> _WHAT YOU ARE ASKED TO DO_: Scan the entries below for the string "Patrick" and copy every line where it turns up.

▼

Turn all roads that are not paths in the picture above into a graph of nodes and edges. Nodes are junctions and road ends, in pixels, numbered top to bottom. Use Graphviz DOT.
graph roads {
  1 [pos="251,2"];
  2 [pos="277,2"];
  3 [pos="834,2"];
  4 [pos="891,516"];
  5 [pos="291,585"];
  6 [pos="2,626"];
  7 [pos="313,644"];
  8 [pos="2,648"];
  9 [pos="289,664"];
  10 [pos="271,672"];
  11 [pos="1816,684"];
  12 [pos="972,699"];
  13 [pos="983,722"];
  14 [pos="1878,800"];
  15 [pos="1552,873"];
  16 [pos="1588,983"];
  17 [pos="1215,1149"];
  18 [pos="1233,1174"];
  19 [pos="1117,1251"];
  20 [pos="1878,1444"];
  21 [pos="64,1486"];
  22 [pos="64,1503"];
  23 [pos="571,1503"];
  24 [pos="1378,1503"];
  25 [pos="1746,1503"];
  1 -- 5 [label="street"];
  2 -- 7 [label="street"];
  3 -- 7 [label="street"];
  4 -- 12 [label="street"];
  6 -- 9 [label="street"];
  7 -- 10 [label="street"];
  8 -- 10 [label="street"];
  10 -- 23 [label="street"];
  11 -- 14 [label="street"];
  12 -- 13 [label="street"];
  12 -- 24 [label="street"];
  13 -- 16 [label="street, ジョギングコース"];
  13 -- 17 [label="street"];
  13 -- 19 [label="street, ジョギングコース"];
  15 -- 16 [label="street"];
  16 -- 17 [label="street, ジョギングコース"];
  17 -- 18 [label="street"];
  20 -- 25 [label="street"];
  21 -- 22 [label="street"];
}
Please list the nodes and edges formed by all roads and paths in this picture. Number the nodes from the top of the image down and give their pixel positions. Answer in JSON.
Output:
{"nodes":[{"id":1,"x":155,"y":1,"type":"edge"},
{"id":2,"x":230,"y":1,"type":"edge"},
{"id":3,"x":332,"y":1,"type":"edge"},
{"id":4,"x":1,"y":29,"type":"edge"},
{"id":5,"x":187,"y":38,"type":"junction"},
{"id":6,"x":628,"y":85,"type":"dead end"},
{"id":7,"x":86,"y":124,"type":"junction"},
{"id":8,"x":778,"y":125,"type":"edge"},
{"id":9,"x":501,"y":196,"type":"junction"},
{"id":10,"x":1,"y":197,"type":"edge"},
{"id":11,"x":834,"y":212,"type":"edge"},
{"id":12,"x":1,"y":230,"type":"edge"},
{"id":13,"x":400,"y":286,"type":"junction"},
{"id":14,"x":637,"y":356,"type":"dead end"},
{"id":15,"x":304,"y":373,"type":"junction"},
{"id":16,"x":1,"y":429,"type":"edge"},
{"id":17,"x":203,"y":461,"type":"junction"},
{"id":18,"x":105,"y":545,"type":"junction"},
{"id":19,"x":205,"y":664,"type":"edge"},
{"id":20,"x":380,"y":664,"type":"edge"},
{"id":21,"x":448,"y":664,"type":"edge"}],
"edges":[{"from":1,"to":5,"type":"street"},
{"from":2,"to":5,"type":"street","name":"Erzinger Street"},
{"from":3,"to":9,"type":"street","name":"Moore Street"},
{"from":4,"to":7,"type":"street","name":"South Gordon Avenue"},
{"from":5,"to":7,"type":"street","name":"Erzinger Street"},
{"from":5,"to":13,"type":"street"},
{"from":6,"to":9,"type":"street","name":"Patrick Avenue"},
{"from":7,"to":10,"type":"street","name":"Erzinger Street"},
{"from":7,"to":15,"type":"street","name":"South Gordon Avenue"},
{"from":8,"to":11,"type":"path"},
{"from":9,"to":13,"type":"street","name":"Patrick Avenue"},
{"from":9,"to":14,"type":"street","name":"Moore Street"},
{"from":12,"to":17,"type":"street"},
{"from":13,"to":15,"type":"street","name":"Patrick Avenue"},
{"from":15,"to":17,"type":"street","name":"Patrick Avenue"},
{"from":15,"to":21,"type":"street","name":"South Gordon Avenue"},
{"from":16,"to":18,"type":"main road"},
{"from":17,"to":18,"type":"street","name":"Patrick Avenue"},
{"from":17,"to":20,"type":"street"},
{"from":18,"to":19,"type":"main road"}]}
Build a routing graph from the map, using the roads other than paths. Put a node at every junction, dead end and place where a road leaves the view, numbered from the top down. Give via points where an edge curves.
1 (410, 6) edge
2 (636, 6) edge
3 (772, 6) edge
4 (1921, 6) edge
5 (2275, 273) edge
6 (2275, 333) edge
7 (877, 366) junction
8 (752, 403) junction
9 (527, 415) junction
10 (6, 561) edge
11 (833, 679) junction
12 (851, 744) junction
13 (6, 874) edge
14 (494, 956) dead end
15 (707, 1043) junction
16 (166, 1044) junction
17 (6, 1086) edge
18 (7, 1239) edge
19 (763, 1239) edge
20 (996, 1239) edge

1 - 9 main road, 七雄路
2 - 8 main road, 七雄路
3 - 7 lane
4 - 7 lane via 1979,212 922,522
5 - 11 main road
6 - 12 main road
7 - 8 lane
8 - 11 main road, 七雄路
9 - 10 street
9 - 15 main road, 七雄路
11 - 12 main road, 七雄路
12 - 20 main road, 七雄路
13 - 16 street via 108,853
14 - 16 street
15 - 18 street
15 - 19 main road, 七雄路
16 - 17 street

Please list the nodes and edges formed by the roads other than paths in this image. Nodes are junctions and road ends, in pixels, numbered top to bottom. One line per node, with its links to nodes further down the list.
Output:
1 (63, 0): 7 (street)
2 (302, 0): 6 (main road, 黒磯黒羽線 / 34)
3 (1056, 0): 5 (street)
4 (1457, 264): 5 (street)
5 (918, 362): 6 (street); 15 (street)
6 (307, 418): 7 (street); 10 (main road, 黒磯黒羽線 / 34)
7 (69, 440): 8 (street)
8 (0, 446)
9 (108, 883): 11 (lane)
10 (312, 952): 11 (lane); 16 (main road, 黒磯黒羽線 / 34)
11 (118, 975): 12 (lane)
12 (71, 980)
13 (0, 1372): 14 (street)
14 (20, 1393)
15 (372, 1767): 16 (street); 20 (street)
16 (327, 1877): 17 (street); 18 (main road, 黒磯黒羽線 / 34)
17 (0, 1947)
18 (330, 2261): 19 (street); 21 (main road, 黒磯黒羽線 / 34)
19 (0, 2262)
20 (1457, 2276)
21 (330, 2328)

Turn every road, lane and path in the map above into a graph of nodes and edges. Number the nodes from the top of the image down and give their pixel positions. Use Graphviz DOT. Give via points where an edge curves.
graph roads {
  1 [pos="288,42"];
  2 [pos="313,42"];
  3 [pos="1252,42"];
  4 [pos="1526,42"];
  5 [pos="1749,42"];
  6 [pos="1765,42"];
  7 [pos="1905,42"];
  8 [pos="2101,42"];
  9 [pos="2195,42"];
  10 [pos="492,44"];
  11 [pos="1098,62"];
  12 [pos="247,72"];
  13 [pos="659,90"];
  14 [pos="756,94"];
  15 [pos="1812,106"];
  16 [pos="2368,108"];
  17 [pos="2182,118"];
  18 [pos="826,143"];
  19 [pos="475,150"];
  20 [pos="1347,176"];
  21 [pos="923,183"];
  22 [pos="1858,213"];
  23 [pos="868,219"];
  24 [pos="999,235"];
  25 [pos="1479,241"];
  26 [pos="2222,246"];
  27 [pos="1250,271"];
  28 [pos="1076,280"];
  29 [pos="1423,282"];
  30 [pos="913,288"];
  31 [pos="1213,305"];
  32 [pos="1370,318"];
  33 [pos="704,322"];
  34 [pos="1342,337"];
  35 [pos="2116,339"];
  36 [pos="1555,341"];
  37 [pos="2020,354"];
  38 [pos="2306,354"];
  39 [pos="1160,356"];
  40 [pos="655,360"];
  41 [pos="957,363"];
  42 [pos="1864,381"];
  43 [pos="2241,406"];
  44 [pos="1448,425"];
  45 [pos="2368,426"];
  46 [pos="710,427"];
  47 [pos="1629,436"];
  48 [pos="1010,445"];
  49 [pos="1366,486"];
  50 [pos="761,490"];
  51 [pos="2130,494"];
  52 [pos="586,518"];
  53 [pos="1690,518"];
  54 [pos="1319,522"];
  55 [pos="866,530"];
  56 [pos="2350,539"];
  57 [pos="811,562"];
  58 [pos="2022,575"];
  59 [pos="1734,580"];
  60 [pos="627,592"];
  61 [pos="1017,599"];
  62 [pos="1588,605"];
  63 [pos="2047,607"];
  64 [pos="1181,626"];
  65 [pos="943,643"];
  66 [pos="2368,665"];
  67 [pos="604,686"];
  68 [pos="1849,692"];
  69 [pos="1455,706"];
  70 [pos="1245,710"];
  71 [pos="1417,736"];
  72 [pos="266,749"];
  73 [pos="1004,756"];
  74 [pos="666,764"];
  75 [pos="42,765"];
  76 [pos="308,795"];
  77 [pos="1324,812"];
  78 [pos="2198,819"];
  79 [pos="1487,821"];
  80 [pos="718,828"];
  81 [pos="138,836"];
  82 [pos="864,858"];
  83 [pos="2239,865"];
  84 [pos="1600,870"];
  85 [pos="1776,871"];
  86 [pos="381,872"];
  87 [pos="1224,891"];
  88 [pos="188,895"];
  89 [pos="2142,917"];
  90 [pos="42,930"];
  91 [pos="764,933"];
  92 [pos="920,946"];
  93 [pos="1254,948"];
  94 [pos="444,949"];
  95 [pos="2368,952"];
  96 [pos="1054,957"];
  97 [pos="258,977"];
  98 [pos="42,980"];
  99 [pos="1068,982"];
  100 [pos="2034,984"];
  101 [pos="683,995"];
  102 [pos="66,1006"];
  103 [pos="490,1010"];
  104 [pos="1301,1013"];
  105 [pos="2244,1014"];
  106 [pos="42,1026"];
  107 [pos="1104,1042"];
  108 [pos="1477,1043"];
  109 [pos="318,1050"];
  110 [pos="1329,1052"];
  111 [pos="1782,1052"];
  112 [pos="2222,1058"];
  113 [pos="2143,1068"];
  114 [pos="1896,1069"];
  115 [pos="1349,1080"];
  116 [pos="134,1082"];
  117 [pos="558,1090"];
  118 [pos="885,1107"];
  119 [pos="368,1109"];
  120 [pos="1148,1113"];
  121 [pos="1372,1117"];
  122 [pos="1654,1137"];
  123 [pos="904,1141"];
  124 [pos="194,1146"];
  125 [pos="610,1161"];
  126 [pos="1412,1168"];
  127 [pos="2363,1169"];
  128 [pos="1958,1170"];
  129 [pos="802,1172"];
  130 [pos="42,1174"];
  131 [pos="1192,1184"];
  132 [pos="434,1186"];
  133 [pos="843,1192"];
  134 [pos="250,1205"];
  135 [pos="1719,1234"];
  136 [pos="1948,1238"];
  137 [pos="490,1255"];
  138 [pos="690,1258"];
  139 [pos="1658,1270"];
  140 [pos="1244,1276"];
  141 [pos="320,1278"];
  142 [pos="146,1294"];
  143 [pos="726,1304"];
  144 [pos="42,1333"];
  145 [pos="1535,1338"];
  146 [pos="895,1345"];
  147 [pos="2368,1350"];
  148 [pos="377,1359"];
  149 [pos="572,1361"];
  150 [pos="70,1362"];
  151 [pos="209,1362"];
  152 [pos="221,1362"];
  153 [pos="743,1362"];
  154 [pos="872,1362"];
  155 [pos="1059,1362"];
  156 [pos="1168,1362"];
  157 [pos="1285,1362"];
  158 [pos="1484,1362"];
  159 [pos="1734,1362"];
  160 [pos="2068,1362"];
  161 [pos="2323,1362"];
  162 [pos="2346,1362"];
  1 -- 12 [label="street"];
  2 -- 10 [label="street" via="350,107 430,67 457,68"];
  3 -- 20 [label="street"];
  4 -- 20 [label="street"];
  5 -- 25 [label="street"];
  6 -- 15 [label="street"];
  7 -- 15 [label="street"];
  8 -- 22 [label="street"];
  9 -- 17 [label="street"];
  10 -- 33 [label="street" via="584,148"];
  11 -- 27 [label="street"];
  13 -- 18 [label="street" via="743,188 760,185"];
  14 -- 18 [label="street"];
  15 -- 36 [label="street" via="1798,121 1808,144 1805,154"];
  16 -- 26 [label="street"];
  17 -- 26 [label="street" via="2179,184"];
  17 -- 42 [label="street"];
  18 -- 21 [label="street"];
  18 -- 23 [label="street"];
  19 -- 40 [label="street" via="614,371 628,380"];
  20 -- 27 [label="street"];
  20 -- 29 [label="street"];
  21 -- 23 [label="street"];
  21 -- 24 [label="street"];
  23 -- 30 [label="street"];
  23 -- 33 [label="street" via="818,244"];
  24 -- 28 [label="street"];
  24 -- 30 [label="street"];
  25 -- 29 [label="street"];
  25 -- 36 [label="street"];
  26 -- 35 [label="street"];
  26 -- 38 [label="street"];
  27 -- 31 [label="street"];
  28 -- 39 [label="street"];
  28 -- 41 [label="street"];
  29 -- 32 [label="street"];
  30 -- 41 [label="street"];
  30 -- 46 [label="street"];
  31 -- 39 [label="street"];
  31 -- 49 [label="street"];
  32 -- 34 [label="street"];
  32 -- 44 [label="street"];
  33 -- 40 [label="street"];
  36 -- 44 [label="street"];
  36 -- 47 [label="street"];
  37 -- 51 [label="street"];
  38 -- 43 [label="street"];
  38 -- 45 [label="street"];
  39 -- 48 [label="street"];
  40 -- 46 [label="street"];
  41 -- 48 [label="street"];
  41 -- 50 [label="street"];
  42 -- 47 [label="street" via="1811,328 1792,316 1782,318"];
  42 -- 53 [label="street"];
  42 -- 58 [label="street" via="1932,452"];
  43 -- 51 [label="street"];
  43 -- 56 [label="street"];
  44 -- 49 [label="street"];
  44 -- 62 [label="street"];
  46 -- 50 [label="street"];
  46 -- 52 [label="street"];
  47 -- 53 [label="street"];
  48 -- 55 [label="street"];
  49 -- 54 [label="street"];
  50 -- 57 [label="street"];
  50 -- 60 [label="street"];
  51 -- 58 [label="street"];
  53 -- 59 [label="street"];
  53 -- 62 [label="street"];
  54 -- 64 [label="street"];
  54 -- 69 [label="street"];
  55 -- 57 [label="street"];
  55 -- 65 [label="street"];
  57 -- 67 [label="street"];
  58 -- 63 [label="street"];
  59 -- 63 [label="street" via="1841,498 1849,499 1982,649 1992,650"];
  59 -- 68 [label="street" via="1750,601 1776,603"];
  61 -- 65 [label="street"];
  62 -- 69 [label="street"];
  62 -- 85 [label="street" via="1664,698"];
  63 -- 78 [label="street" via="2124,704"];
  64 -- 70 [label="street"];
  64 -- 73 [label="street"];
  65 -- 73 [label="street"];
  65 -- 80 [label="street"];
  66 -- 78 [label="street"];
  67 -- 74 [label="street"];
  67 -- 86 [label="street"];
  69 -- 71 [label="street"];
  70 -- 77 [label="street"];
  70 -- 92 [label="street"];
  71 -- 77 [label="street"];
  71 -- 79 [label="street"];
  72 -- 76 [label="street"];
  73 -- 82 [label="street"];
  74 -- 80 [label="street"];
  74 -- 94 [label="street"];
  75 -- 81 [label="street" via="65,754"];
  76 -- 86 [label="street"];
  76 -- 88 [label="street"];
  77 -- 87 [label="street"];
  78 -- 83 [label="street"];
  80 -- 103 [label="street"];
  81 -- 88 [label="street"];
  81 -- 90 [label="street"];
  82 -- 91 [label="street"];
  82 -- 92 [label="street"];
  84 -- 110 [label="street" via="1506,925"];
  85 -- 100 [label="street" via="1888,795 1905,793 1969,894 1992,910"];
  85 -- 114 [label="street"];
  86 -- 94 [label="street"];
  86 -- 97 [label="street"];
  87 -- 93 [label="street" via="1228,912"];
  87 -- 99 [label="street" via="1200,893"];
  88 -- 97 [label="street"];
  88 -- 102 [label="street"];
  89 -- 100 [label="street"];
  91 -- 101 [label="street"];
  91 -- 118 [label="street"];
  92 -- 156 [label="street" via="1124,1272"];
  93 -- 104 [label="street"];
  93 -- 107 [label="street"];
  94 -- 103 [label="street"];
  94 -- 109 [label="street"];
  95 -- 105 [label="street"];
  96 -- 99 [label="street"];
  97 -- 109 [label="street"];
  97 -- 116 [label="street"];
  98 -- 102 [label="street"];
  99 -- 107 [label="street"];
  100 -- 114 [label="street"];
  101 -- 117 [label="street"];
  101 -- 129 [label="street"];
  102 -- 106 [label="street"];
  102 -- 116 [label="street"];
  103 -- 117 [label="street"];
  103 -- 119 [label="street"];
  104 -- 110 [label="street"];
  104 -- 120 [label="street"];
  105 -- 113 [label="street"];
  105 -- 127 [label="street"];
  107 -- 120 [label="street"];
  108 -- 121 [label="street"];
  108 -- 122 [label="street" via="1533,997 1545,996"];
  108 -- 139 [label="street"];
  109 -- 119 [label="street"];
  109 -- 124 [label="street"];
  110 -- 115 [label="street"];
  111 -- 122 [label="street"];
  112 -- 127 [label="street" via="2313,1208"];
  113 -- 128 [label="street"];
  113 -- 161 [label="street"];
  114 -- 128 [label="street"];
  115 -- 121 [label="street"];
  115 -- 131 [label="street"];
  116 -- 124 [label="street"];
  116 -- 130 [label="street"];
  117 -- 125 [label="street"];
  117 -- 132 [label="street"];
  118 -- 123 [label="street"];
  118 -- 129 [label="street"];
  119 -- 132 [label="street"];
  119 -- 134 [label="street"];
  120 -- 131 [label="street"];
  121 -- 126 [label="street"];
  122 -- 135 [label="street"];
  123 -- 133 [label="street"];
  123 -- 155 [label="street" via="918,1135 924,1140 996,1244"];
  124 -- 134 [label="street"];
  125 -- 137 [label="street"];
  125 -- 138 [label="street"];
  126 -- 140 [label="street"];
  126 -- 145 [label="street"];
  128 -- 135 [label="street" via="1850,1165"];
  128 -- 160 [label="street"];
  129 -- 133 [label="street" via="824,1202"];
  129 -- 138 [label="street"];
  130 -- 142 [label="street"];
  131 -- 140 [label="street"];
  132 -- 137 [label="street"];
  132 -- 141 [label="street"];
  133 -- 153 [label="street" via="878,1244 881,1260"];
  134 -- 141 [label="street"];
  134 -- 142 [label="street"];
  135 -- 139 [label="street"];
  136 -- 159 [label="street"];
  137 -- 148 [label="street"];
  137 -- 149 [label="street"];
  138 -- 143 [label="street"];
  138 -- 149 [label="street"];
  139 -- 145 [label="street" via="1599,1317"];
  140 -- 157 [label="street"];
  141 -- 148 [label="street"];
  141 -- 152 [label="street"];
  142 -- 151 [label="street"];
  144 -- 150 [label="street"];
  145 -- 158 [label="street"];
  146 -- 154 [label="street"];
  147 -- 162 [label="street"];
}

▲

> _WRITTEN RESPONSE_:
{"from":6,"to":9,"type":"street","name":"Patrick Avenue"},
{"from":9,"to":13,"type":"street","name":"Patrick Avenue"},
{"from":13,"to":15,"type":"street","name":"Patrick Avenue"},
{"from":15,"to":17,"type":"street","name":"Patrick Avenue"},
{"from":17,"to":18,"type":"street","name":"Patrick Avenue"},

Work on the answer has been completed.